CHUCHOTER - SUSURRER - MURMURER

Par: (pas credité)


1) Chuchoter : vient de l'ancien français "chucheter" = parler à voix basse, qui s'est maintenu pour désigner le cri du moineau. Apparaît au XVIIe mais ne s'emploie vraiment qu'à partir du XVIIIe.

Au sens figuré, avec un sens péjoratif : jaser, faire courir le bruit.

Former sur l'onomatopée "chu" qui suggère l'idée d'un sifflement assourdi.

Cette onomatopée est également à la racine de :
Chut ! Interjection utilisée pour réclamer le silence.
Chuinter : désigner le cri de la chouette et, par extension, le sifflement de certains gaz ou liquides lorsqu'ils s'échappent.
Chuintant à une acception technique en phonétique et désigne la prononciation de certaines consonnes.
Chouette : le nom de l'animal, a lui aussi une origine onomatopéique.

2) Susurrer - du latin susurrare = murmurer, bourdonner, en parlant des abeilles. Ce latin est lui-même issu d'une racine sanscrite svarati, à laquelle se rattache les mots de la famille de sonare. A une valeur onomatopéique.

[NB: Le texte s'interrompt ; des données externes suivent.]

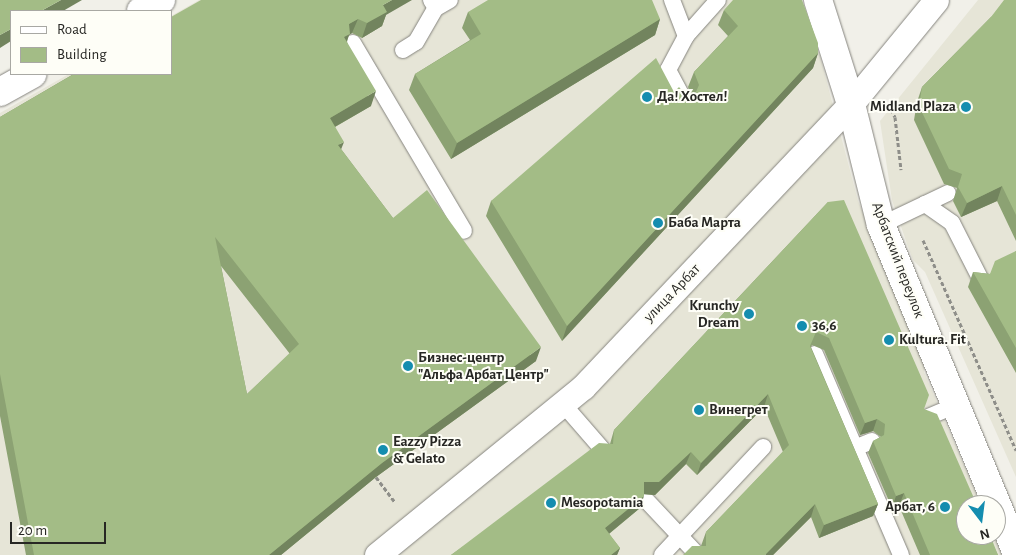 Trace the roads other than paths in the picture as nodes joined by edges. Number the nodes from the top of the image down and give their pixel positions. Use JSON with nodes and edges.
{"nodes":[{"id":1,"x":161,"y":0,"type":"edge"},
{"id":2,"x":672,"y":0,"type":"edge"},
{"id":3,"x":718,"y":0,"type":"edge"},
{"id":4,"x":818,"y":0,"type":"edge"},
{"id":5,"x":936,"y":0,"type":"edge"},
{"id":6,"x":439,"y":3,"type":"edge"},
{"id":7,"x":143,"y":10,"type":"edge"},
{"id":8,"x":686,"y":36,"type":"junction"},
{"id":9,"x":353,"y":43,"type":"edge"},
{"id":10,"x":403,"y":50,"type":"dead end"},
{"id":11,"x":30,"y":75,"type":"edge"},
{"id":12,"x":0,"y":92,"type":"edge"},
{"id":13,"x":684,"y":100,"type":"edge"},
{"id":14,"x":851,"y":104,"type":"junction"},
{"id":15,"x":948,"y":192,"type":"edge"},
{"id":16,"x":925,"y":204,"type":"junction"},
{"id":17,"x":881,"y":225,"type":"junction"},
{"id":18,"x":464,"y":231,"type":"dead end"},
{"id":19,"x":981,"y":280,"type":"edge"},
{"id":20,"x":815,"y":354,"type":"edge"},
{"id":21,"x":562,"y":404,"type":"junction"},
{"id":22,"x":956,"y":405,"type":"junction"},
{"id":23,"x":928,"y":417,"type":"edge"},
{"id":24,"x":872,"y":441,"type":"edge"},
{"id":25,"x":763,"y":447,"type":"dead end"},
{"id":26,"x":855,"y":448,"type":"junction"},
{"id":27,"x":602,"y":449,"type":"edge"},
{"id":28,"x":648,"y":502,"type":"edge"},
{"id":29,"x":680,"y":537,"type":"junction"},
{"id":30,"x":694,"y":551,"type":"edge"},
{"id":31,"x":1016,"y":551,"type":"edge"},
{"id":32,"x":377,"y":555,"type":"edge"},
{"id":33,"x":662,"y":555,"type":"edge"},
{"id":34,"x":899,"y":555,"type":"edge"}],
"edges":[{"from":1,"to":7,"type":"street"},
{"from":2,"to":8,"type":"lane"},
{"from":3,"to":8,"type":"lane"},
{"from":4,"to":14,"type":"street","name":"Арбатский переулок"},
{"from":5,"to":14,"type":"street","name":"улица Арбат"},
{"from":6,"to":10,"type":"lane"},
{"from":8,"to":13,"type":"lane"},
{"from":9,"to":18,"type":"lane"},
{"from":11,"to":12,"type":"street"},
{"from":14,"to":17,"type":"street","name":"Арбатский переулок"},
{"from":14,"to":21,"type":"street","name":"улица Арбат"},
{"from":15,"to":16,"type":"lane"},
{"from":16,"to":17,"type":"lane"},
{"from":16,"to":19,"type":"lane"},
{"from":17,"to":22,"type":"street","name":"Арбатский переулок"},
{"from":20,"to":26,"type":"lane"},
{"from":21,"to":27,"type":"lane"},
{"from":21,"to":32,"type":"street","name":"улица Арбат"},
{"from":22,"to":23,"type":"lane"},
{"from":22,"to":31,"type":"street","name":"Арбатский переулок"},
{"from":24,"to":26,"type":"lane"},
{"from":25,"to":29,"type":"lane"},
{"from":26,"to":34,"type":"lane"},
{"from":28,"to":29,"type":"lane"},
{"from":29,"to":30,"type":"lane"},
{"from":29,"to":33,"type":"lane"}]}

Introduit d'abord comme emploi intransitif, devient transitif au XVIIIe, avec un sens péjoratif parfois : susurrer des mots doux, des conseils intéressés, etc., souffler, glisser discrètement pour séduire ou tromper.

3) Murmurer / murmure. Etymologiquement : émettre un bruit sourd, un grondement.

S'est employé au sens "gronder, se plaindre confusément". Au sens figuré, par exemple, murmurer = gronder, protester pour le peuple, on parlait aussi du murmure populaire, pour désigner un mécontentement diffus mais perceptible (même sens que gronder).

Par la suite, il en vient à désigner le fait de parler à voix basse et par analogie, il désigne le bruit léger que font le vent, l'eau qui coule, etc. Evolution sans doute liée à l'évolution de la prononciation de "ou" en "u".

A la période moderne - "faire des commentaires à mi-voix" et "répandre des bruits". "On murmure dans les couloirs de l'assemblée que…".